The Supreme Court (SC) issued directions for Legal Services Authorities (LSAs) to ensure access to free legal aid for
prison inmates.
SC Directions to ensure access to free legal aid for prison inmates
•   Strengthening Legal Services Authorities: The National Legal Services Authority (NALSA) in cooperation with the
    state and district level legal authorities shall ensure effective implementation of SOP-2022 with periodic upgradation.
•   Strengthen the monitoring of Prisoner Legal Aid Clinics (PLACs): Periodic review of the functioning of the PLACs
    by the Legal Services Authorities (LSAs).
•   Data-led improvements: The LSAs to periodically update statistical data and address the shortcomings highlighted
    on the analysis of this data.
•   Legal Aid Defence Counsels: Periodic inspection and audit of the work of the Legal Aid Defence Counsels should
    be carried out.
•   Awareness generation: Improving awareness about available schemes and legal aid services including literature in
    local languages and employing appropriate promotional methods.
•   Effective Communication: Periodic interaction by the LSAs with convicts as well as Jail Visiting Lawyers (JVLs) and
    Para Legal Volunteers (PLVs).
    o The High Courts may on their webpage carry information about the legal aid facilities available in the State.

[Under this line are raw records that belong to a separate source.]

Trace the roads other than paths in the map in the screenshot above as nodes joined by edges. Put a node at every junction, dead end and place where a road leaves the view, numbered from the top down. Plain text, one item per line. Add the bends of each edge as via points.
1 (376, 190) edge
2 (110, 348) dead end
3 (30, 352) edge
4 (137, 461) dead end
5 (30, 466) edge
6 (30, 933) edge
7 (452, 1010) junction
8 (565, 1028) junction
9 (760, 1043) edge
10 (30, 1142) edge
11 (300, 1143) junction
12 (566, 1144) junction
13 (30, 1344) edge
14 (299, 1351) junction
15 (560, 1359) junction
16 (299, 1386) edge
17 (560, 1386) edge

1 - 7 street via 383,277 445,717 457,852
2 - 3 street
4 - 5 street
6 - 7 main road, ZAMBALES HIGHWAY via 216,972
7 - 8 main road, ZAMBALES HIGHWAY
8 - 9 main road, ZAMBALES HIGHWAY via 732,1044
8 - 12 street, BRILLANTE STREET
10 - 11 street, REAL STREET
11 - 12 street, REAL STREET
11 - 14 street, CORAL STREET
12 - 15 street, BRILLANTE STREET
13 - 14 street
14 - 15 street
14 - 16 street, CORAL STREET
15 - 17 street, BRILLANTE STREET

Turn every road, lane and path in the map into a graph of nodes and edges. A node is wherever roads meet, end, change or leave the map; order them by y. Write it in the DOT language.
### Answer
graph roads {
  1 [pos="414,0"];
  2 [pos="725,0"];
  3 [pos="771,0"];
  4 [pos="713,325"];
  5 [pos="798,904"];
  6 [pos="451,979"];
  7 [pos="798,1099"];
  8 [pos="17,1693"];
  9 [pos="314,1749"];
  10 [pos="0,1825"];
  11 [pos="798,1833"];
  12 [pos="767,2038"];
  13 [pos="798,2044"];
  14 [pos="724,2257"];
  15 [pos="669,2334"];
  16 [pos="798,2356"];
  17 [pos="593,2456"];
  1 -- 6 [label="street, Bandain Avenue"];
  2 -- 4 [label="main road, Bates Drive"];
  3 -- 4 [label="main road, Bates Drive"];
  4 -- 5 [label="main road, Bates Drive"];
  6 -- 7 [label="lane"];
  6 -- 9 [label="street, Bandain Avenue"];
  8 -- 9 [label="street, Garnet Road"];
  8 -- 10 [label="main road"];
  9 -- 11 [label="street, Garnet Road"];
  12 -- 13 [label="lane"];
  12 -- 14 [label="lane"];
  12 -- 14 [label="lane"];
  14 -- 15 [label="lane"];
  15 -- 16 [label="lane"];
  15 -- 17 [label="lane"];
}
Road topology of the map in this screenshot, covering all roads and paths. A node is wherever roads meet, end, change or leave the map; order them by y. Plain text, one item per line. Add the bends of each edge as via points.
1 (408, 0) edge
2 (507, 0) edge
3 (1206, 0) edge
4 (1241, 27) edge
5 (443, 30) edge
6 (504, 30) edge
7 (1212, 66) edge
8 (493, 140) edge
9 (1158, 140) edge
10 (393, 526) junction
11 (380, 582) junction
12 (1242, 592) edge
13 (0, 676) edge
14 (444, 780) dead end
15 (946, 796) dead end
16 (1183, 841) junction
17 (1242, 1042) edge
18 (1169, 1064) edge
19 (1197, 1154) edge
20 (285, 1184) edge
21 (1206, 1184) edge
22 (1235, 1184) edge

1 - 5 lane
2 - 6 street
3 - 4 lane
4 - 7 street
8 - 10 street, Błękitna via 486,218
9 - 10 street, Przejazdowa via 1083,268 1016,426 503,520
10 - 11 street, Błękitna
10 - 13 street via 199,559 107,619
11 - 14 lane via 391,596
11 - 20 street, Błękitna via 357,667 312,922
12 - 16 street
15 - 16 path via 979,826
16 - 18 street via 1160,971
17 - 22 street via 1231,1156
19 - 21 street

•   Periodic reporting: Periodic reports should be submitted by the DLSAs to the SLSAs and the SLSAs to the NALSA and
    the process can be digitized for ease of access.
About free legal aid in
India
•   Legal aid in India
    refers    to    the
    provision of free
    legal services to
    individuals who
    are unable to
    afford        legal
    representation or
    access to the
    justice system.
•   Legal aid can
    include       legal
    advice, representation in court proceedings, mediation, negotiation, and alternative dispute resolution
    mechanisms.
•   Constitutional provisions for legal aid
    o Article 21: It states that no person shall be deprived of his life or personal liberty except according to
        procedure established by law.
    o Article 39-A: Ensure ‘Equal Justice and Free Legal Aid’ to ensure that opportunities for securing justice are
        not denied to any citizen because of economic or other disabilities, inserted by the 42nd Constitutional
        Amendment (1976).
•   Statutory provisions
     o Legal Services Authorities Act, 1987 (came into force in 1995): To constitute legal services authorities to
         provide free and competent legal services to the weaker sections of society.
         > National Legal Services Authority (NALSA), State Legal Services Authority (SLSAs) and the District Legal
             Services Authority (DLSAs) were accordingly constituted.
     o Section 341 of the Bhartiya Nagarik Suraksha Sanhita, 2023: Legal aid to accused at State expense in certain
         cases where the accused lacks the means for legal engagement.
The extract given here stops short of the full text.